We don’t talk anymore.

Nope.

In closing, because we need reminders more often than we truly understand, please remember that these days, it may actually be about you. If you, as a non-marginalized person, are feeling some kind of way about the newest ascot to play racist bingo and want to vent…please do so on your own page and don’t expect a bunch of high fives. You are not allowed to be a Safe Space Invader. You are not allowed to seek support from a marginalized group. Additionally, if you met a person on the internet with whom you now feel excluded and betrayed because they didn’t respond to your heartfelt virtual hugs, take a breath and find something else to do with your time. First off, most of that relationship is probably in your head. And secondly, we don’t owe you anything. That’s not to say that we don’t like you very much–we just need to protect ourselves for a beat. I invite you to spend some time liking, sharing, subscribing, following, and supporting those out there doing the important work of education. They’ve spent so much lifeforce posting, researching, reliving, and yelling about the racism, gatekeeping, and appropriation in this community that I want to send them all some glitter tea as a virtual hug. Please stop doing stupid shite. Hold yourself accountable.

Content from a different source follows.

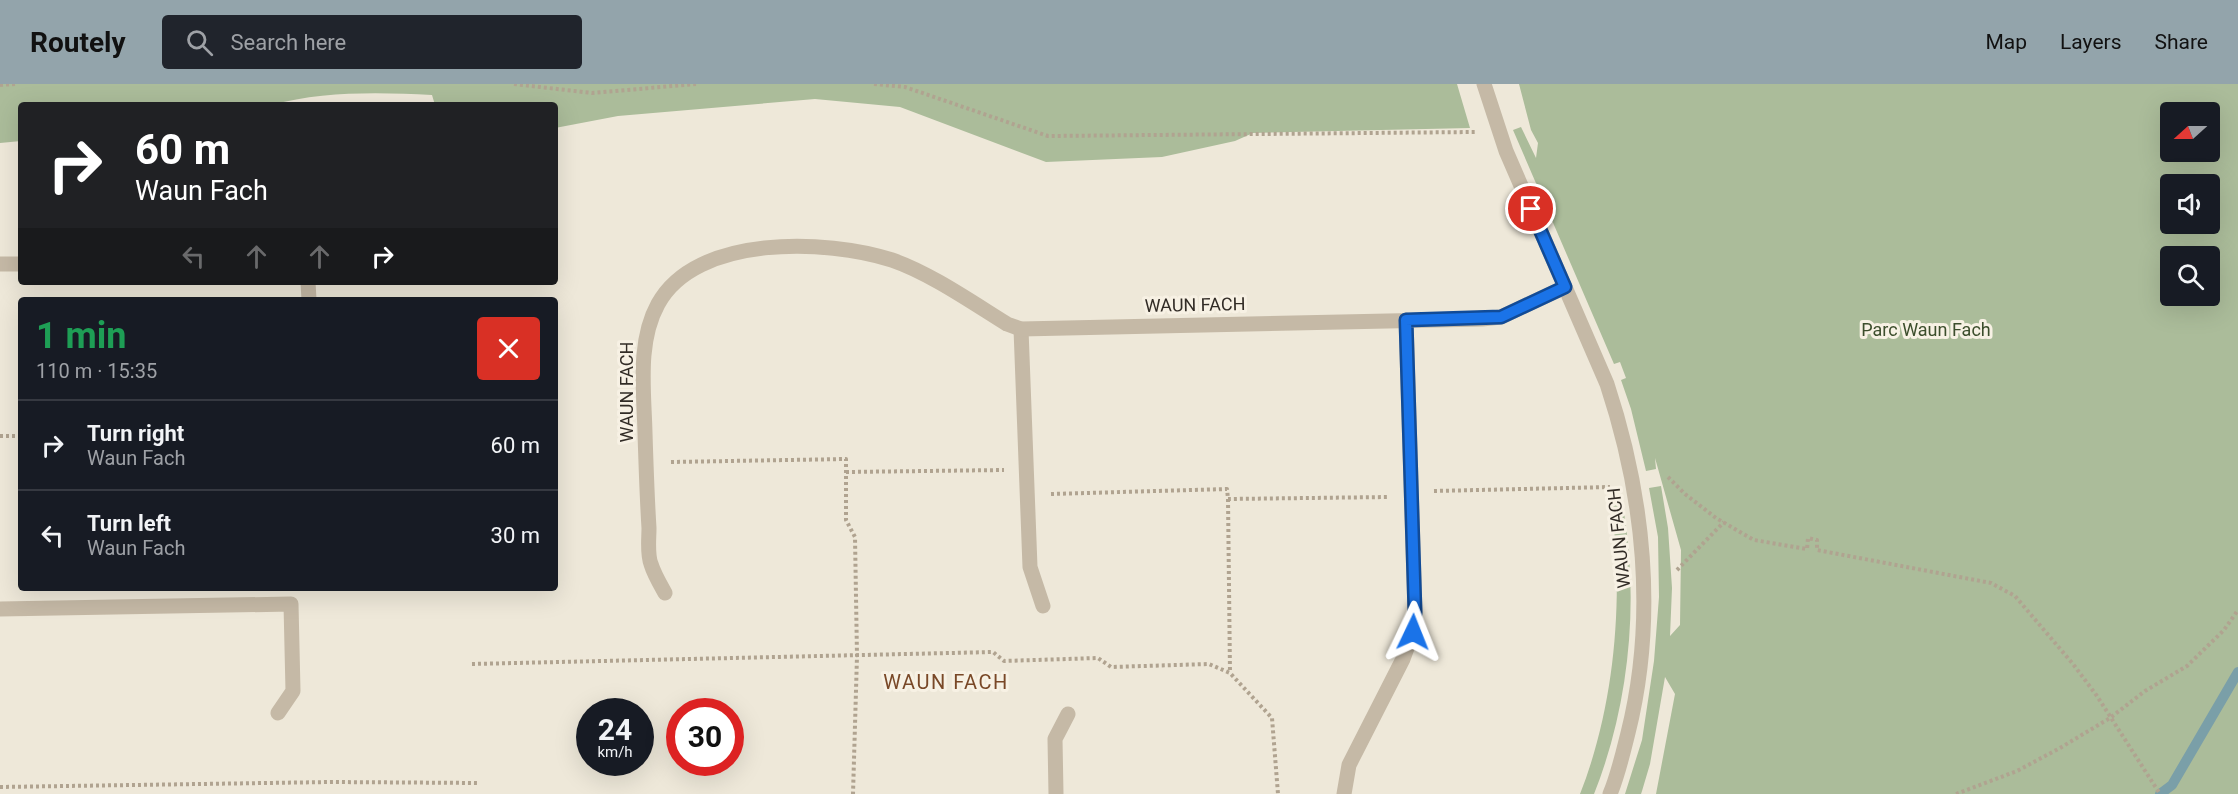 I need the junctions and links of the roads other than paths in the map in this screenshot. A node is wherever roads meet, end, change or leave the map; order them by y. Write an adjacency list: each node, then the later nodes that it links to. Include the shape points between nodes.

And, please come get your friends.

I don’t get invited because I trust no one and they can tell.

Author: SciFiCheerGirl

Hobby costumer, wife, and mom with a dancey-dance problem and a hankerin' for nerd makeup

One thought on “Y’All Need to Come Get Your Friends”

  1. This is all so so frustrating, and the fact that so many of the costumers with the biggest platforms are staying silent makes me want to scream. If I were in that position the guilt would eat me alive.

    As a transgender man, I don’t feel included either, but I don’t mind as much as I used to. I don’t need to be invested in the lives of costumers with big followings, or in events that I don’t have the money to go to. I don’t like parties anyways, and it turns out it’s very easy to unfollow people.